## What is being asked
In the data below, which lines hold the word "roads"? Copy them.
----
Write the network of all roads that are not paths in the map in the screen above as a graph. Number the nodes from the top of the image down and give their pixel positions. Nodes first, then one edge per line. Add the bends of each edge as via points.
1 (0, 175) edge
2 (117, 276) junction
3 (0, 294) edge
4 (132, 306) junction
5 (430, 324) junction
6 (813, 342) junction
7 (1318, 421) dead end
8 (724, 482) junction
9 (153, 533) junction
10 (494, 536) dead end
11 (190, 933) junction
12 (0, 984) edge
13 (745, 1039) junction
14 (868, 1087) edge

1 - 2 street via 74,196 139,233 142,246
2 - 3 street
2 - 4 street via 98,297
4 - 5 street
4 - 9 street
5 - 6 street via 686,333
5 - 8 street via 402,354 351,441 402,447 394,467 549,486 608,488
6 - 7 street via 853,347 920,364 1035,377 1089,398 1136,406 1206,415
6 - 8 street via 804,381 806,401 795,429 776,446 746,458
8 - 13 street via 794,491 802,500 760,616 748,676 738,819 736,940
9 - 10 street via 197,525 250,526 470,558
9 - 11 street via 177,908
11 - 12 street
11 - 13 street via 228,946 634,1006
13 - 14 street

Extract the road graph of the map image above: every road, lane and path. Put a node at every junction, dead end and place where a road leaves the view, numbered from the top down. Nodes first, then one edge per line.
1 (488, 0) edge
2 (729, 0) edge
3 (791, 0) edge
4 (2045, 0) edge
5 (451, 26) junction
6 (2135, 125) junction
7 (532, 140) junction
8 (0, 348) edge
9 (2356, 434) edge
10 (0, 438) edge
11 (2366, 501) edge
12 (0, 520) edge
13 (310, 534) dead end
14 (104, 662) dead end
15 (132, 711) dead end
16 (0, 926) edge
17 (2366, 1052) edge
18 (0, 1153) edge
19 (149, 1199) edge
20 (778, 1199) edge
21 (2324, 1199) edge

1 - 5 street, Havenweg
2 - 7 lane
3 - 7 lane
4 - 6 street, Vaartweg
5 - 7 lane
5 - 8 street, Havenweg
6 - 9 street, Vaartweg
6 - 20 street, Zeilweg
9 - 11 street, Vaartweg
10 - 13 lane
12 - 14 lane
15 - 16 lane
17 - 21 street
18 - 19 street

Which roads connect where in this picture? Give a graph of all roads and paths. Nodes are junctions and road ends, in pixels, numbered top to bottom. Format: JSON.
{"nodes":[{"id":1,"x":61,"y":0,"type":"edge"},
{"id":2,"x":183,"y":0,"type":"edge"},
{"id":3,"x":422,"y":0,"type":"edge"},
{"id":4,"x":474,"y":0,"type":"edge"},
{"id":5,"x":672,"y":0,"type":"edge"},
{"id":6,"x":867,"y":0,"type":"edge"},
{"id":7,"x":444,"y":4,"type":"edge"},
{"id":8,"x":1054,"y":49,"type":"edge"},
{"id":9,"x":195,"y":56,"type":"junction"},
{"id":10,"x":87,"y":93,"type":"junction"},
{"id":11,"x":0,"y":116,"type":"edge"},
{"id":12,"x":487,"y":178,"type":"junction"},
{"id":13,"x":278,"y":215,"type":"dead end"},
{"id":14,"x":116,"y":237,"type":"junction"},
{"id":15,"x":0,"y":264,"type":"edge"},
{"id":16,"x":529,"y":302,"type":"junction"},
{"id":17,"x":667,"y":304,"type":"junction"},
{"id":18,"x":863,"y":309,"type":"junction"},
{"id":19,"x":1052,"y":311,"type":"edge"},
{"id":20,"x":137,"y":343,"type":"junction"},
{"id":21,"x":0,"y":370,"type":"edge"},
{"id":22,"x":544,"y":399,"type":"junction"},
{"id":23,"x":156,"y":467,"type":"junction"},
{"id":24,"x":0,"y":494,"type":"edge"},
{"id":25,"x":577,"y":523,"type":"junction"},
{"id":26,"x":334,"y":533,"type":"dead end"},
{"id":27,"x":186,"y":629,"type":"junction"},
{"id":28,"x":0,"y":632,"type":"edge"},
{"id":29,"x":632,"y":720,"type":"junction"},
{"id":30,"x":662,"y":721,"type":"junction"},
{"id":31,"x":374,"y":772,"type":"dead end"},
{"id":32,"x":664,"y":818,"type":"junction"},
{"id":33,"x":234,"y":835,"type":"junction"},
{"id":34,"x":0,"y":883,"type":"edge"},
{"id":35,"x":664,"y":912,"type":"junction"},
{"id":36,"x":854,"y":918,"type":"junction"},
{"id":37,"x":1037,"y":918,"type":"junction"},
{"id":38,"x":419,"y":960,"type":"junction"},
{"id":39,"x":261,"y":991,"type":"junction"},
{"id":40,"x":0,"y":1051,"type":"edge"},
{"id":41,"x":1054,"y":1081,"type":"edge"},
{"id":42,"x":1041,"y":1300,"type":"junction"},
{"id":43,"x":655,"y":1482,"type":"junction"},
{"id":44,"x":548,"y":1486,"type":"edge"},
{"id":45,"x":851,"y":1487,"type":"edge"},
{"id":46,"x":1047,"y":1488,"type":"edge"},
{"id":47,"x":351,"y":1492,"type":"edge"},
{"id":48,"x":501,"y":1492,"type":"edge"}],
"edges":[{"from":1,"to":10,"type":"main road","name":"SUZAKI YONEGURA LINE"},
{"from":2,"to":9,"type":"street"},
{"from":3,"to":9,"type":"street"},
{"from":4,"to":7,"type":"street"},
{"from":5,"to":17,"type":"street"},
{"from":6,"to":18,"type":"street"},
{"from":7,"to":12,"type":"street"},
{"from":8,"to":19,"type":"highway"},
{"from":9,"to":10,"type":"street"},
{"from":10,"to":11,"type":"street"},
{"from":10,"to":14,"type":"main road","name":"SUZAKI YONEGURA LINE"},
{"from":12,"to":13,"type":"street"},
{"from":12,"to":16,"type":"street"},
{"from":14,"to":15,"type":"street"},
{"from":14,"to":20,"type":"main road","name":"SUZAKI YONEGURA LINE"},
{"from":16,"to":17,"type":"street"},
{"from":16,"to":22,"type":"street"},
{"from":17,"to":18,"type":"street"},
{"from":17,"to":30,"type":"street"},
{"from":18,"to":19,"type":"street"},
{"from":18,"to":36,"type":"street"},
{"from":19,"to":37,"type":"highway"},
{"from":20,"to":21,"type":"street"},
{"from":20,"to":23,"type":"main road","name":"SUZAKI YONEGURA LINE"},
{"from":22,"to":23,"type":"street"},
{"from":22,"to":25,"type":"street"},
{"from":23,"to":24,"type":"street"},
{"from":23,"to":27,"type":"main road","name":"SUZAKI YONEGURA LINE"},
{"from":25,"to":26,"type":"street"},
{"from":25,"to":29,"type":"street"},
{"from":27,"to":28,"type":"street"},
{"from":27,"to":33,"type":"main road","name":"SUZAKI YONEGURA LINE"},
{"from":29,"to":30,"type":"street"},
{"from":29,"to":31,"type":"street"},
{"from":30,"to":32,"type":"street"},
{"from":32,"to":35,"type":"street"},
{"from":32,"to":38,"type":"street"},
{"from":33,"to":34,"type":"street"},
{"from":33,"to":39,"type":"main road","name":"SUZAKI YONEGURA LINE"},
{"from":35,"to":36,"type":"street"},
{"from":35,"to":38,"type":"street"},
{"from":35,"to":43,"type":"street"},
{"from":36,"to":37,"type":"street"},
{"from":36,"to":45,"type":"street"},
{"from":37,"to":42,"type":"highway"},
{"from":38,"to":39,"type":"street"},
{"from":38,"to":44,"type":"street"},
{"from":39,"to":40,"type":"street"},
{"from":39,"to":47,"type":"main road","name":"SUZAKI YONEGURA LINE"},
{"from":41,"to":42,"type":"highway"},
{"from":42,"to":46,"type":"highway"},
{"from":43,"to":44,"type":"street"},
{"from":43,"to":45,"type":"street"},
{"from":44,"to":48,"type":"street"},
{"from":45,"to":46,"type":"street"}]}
----
## Your response
Write the network of all roads that are not paths in the map in the screen above as a graph. Number the nodes from the top of the image down and give their pixel positions. Nodes first, then one edge per line. Add the bends of each edge as via points.
Which roads connect where in this picture? Give a graph of all roads and paths. Nodes are junctions and road ends, in pixels, numbered top to bottom. Format: JSON.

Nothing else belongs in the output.